At this point one may note that men must be either pampered or annihilated. They avenge light offenses; they cannot avenge severe ones; hence, the harm one does to a man must be such as to obviate any fear of revenge.
This passage from Chapter III is an example of logical reasoning conspicuously devoid of ethical considerations. A prince must realize that he has two options: benevolence and destruction. Because the latter option will cause resentment among the people, he should choose it only if he is absolutely sure there will be no ill consequences—that the destruction he incurs will eliminate or disable any parties that might seek to revenge themselves against him. Feelings of pity or compassion are meaningless. Self-interest and self-protection are in this case the motivating factors and are to be pursued ruthlessly.
[P]eople are by nature changeable. It is easy to persuade them about some particular matter, but it is hard to hold them to that persuasion. Hence it is necessary to provide that when they no longer believe, they can be forced to believe.

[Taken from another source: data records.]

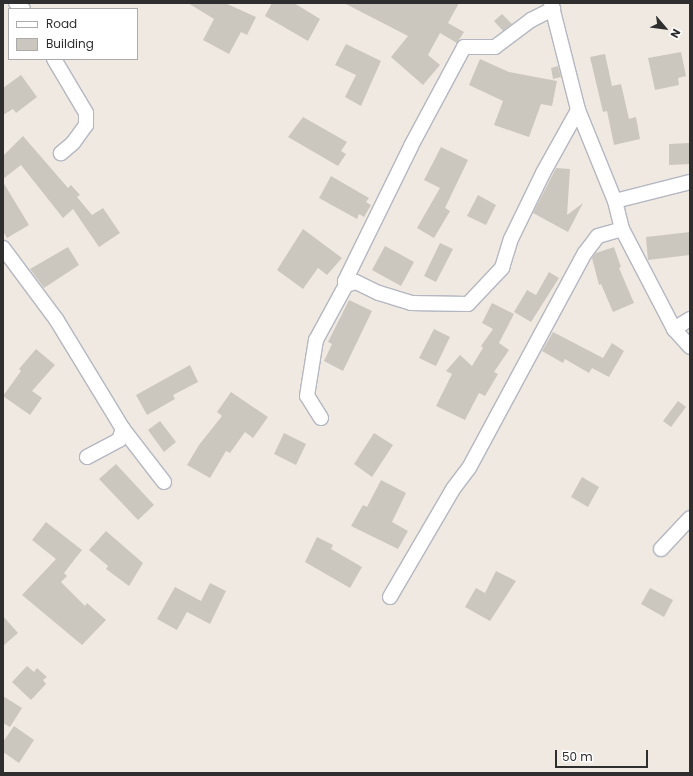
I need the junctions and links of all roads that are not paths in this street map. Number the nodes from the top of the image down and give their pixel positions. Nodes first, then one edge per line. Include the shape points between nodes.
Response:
1 (552, 6) edge
2 (55, 60) edge
3 (578, 110) junction
4 (61, 152) dead end
5 (690, 182) edge
6 (615, 201) junction
7 (622, 229) junction
8 (3, 248) edge
9 (346, 286) junction
10 (690, 319) edge
11 (674, 329) junction
12 (690, 347) edge
13 (321, 418) dead end
14 (123, 429) junction
15 (87, 457) dead end
16 (164, 482) dead end
17 (690, 518) edge
18 (660, 549) dead end
19 (390, 597) dead end

1 - 3 street
1 - 9 street via 495,48 464,47 411,146 345,281
2 - 4 street via 86,112 86,125 74,143
3 - 6 street
3 - 9 street via 543,173 511,239 502,268 468,304 411,303 379,293 356,282
5 - 6 street
6 - 7 street
7 - 11 street
7 - 19 street via 598,236 585,252 469,468 453,488
8 - 14 street via 56,319
9 - 13 street via 316,340 307,396
10 - 11 street
11 - 12 street
14 - 15 street via 119,440
14 - 16 street
17 - 18 street

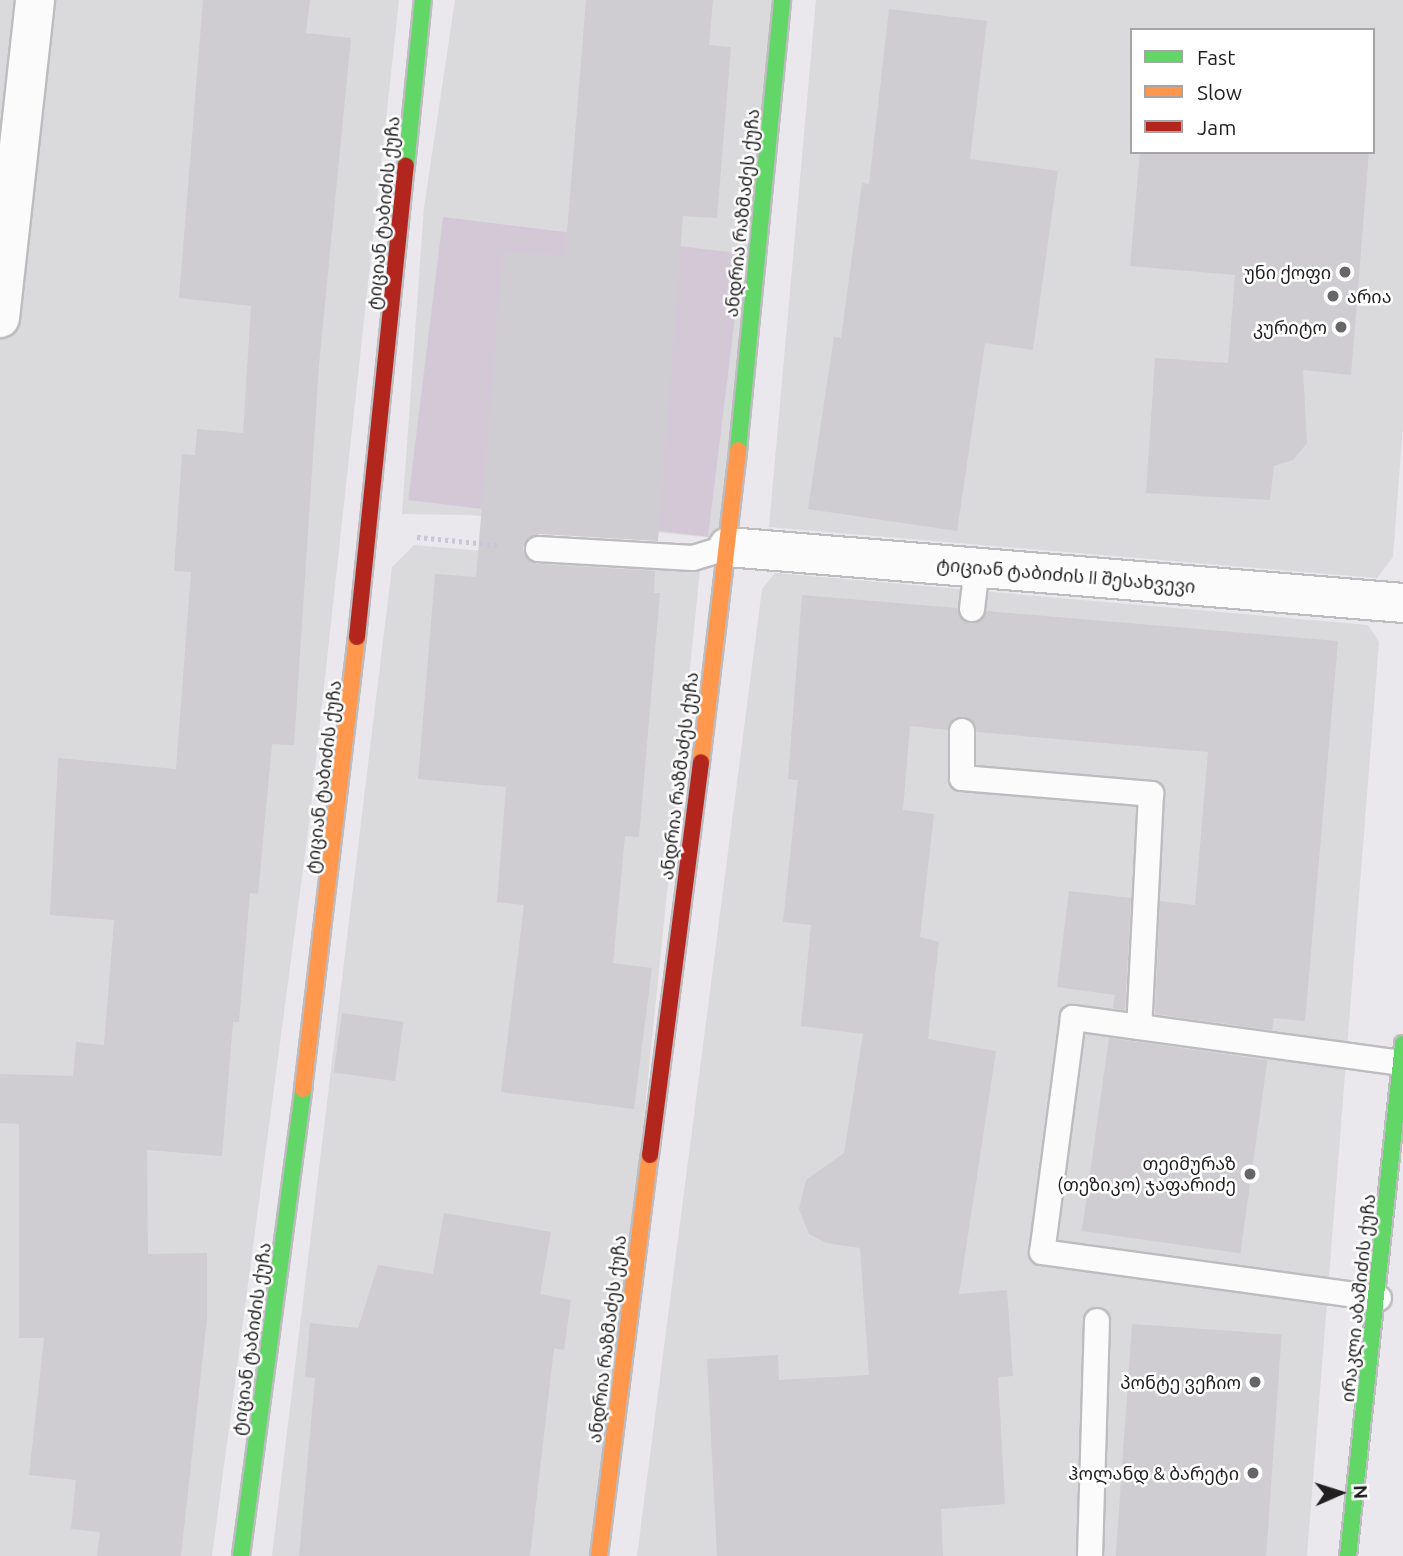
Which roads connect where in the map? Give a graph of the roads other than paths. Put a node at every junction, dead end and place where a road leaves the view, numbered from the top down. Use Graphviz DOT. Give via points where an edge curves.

This passage from Chapter VI is an example of Machiavelli’s use of assumptions about human nature to justify political action. This quotation follows a formula used throughout The Prince: because people are X, a prince must always do Y. Whereas Machiavelli laces his historical points with a wealth of evidence and detail, he tends not to provide significant explanations for many broad statements he makes about human nature. We may assume that when Machiavelli writes a statement such as “people are by nature changeable,” he is uttering a belief generally accepted in sixteenth-century Florentine society.
A prince must have no other objective, no other thought, nor take up any profession but that of war, its methods and its discipline, for that is the only art expected of a ruler. And it is of such great value that it not only keeps hereditary princes in power, but often raises men of lowly condition to that rank.
This quote from Chapter XIV highlights warcraft as both an academic discipline that can be studied through historical examples and as a matter of practical experience. For Machiavelli, all affairs of government are viewed through a military lens, because the ultimate goal of a government is self-preservation; military defense—embracing ideas of strategy, diplomacy, and geography—is the means by which governments preserve themselves. Machiavelli does not conceive of the prince as a man skilled in many disciplines, but rather as one whose sole responsibility is to ensure the stability of the state that he governs.
Only the expenditure of one’s own resources is harmful; and, indeed, nothing feeds upon itself as liberality does. The more it is indulged, the fewer are the means to indulge it further. As a consequence, a prince becomes poor and contemptible or, to escape poverty, becomes rapacious and hateful. Of all the things he must guard against, hatred and contempt come first, and liberality leads to both. Therefore it is better to have a name for miserliness, which breeds disgrace without hatred, than, in pursuing a name for liberality, to resort to rapacity, which breeds both disgrace and hatred.
This passage from Chapter XVI illustrates Machiavelli’s attitude toward virtue and statecraft. Machiavelli advises the prince to disregard the principles of virtue when acting on behalf of his state. Instead, while it is desirable for a prince to act virtuously when he can, he should never let perceptions of virtue interfere with statecraft. Even though generosity seems admirable, it is ultimately detrimental to the state, and therefore should be avoided. A prince will never be hated for lack of virtue, he will be hated only if he fails in his duty to maintain the state. Virtuous action, in that it often promotes self-sacrifice, often conflicts with that duty.
Here a question arises: whether it is better to be loved than feared, or the reverse. The answer is, of course, that it would be best to be both loved and feared. But since the two rarely come together, anyone compelled to choose will find greater security in being feared than in being loved. . . . Love endures by a bond which men, being scoundrels, may break whenever it serves their advantage to do so; but fear is supported by the dread of pain, which is ever present.
This passage from Chapter XVII contains perhaps the most famous of Machiavelli’s statements. Often, his argument that it is better to be feared than loved is taken at face value to suggest that The Prince is a handbook for dictators and tyrants. But a closer reading reveals that Machiavelli’s argument is a logical extension of his assessments of human nature and virtue. In the first place, people will become disloyal if circumstances warrant. In the second, the prince’s ultimate goal is to maintain the state, which requires the obedience of the people. From these two points, it follows that between benevolence and cruelty, the latter is the more reliable. Machiavelli never advocates the use of cruelty for its own sake, only in the interests of the ultimate end of statecraft.